▸ WHAT IS EXPECTED:
Among the entries below, how many lines include the word "roads"? Reply with only the number.

▸ DATA FOR THIS TASK:
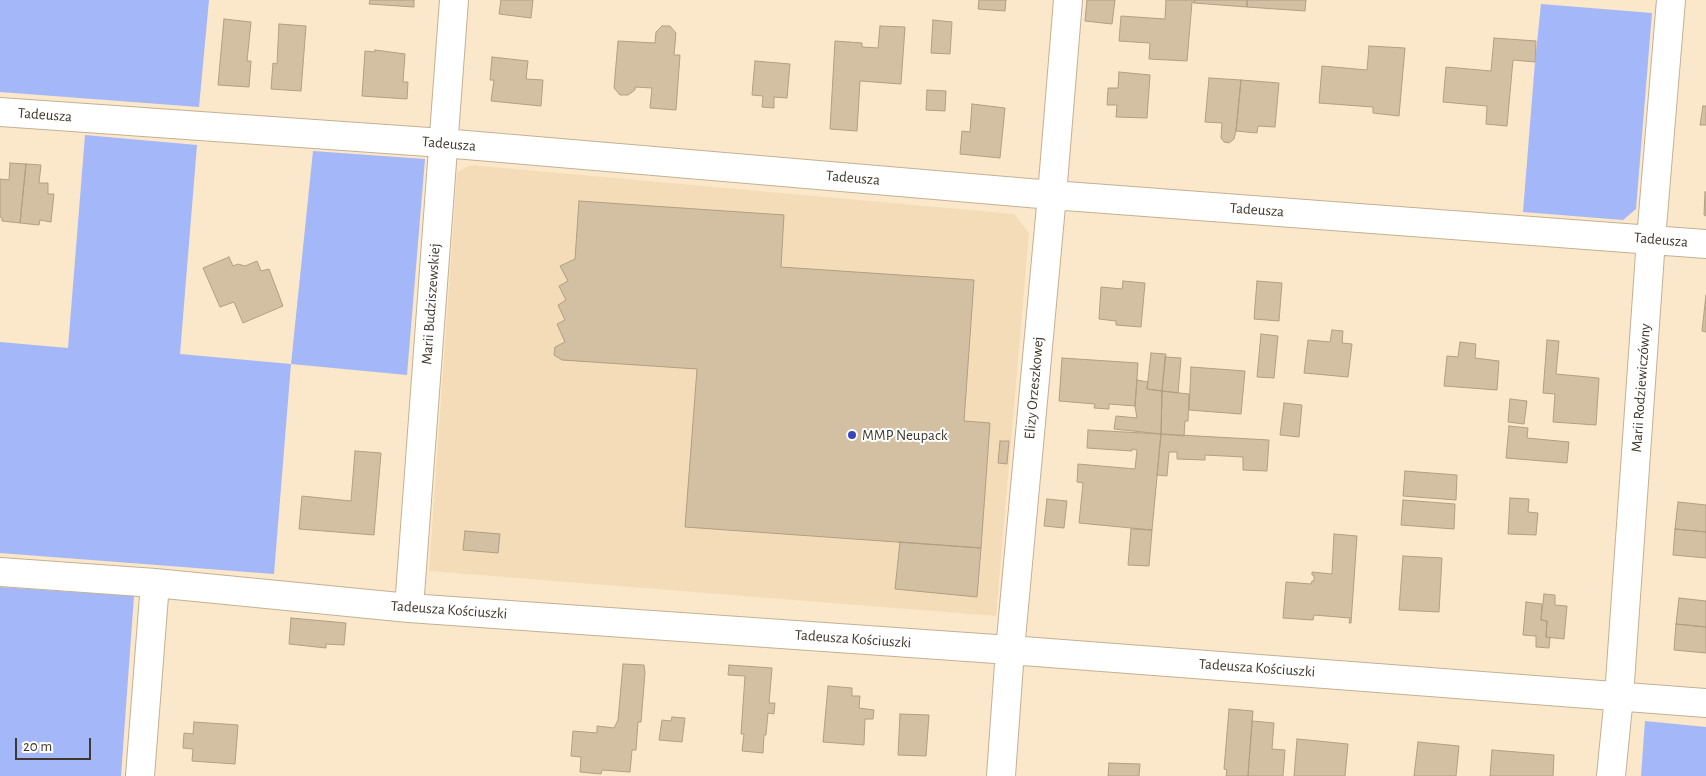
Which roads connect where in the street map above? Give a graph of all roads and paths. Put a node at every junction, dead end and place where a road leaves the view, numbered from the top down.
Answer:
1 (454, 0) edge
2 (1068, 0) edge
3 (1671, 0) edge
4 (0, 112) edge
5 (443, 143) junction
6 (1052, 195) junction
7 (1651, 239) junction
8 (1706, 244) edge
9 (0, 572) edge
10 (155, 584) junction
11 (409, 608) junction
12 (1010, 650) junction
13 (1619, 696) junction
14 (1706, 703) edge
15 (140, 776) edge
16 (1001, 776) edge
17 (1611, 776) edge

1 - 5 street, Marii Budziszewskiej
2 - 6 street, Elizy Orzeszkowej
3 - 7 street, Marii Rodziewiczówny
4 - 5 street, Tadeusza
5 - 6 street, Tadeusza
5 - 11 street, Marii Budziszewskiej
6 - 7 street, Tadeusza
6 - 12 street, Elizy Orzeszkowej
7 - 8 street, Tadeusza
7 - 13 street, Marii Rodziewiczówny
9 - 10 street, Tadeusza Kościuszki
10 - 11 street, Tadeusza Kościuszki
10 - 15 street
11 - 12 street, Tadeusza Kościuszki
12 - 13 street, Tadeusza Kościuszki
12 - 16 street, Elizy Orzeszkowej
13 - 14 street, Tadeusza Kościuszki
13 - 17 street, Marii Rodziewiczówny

...

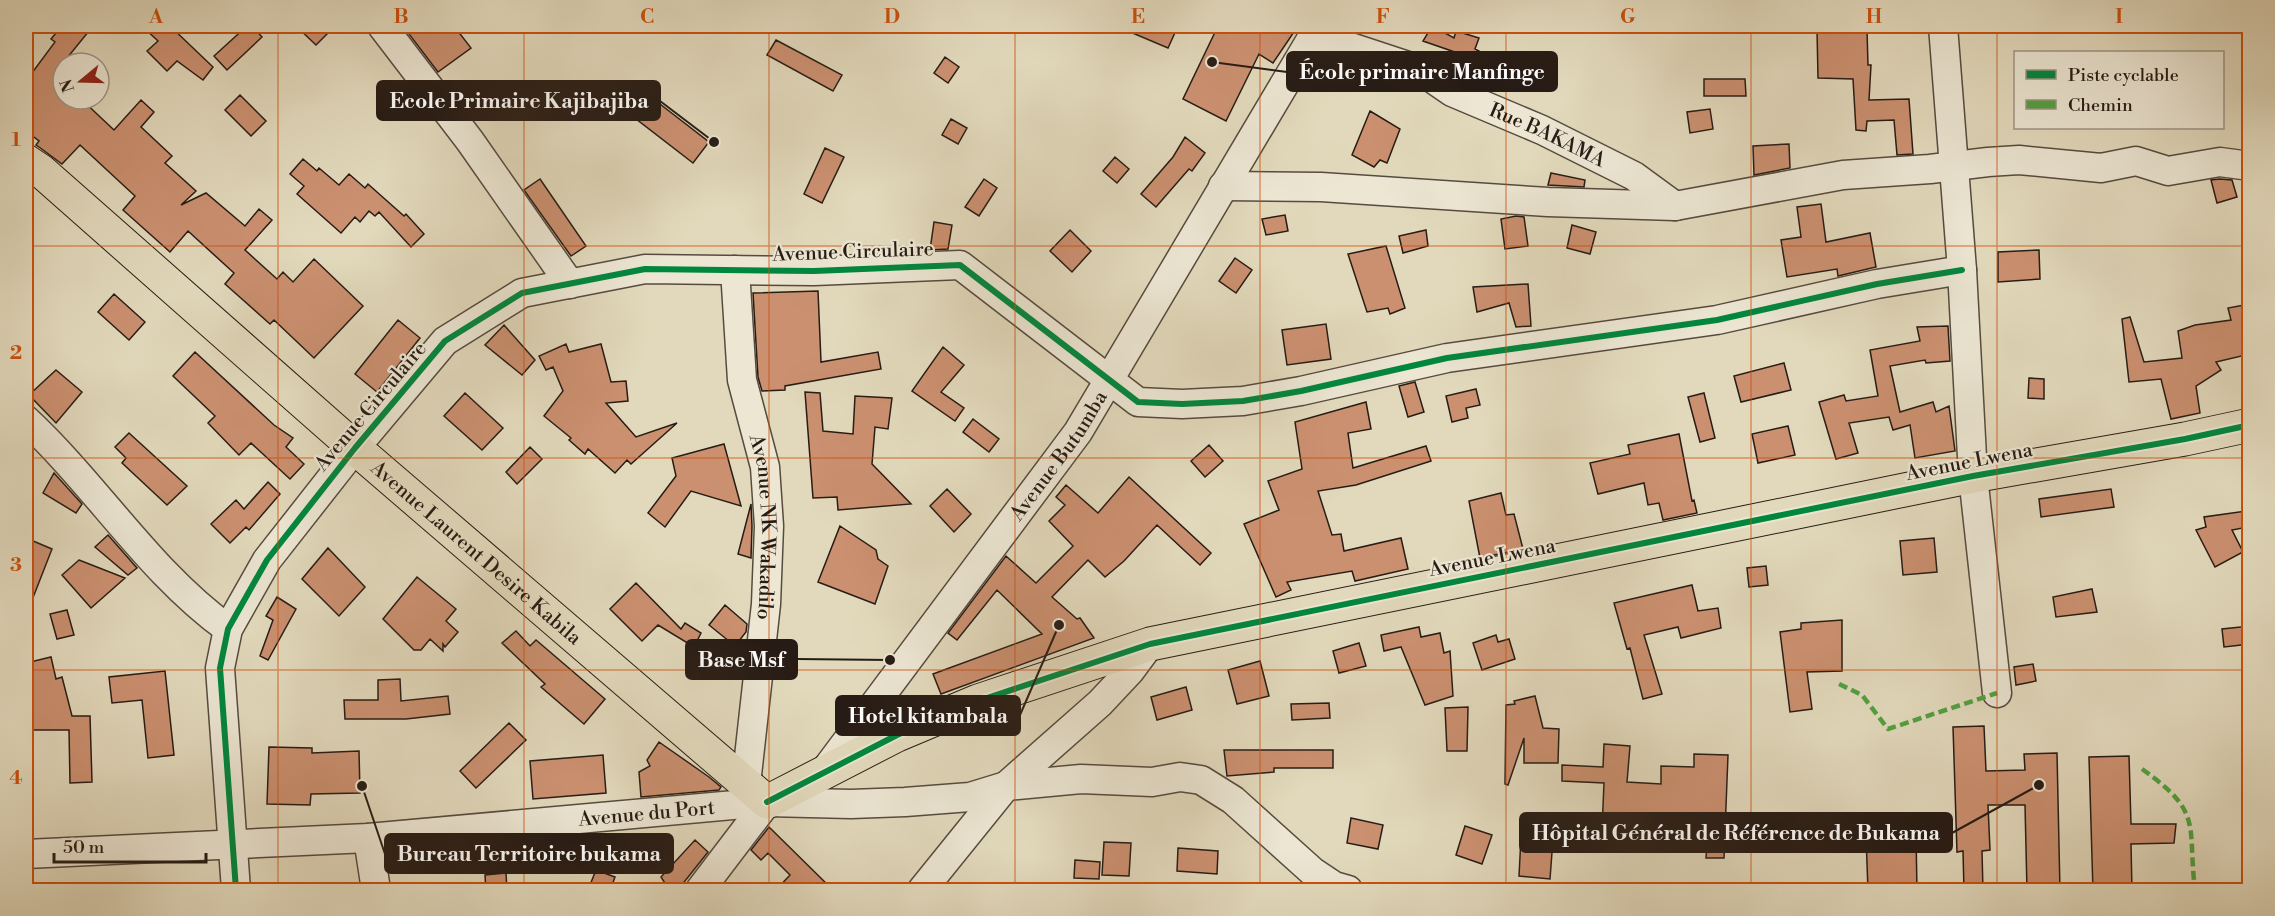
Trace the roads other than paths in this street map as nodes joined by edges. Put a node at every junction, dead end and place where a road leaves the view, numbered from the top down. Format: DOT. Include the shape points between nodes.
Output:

▸ EXPECTED ANSWER:
2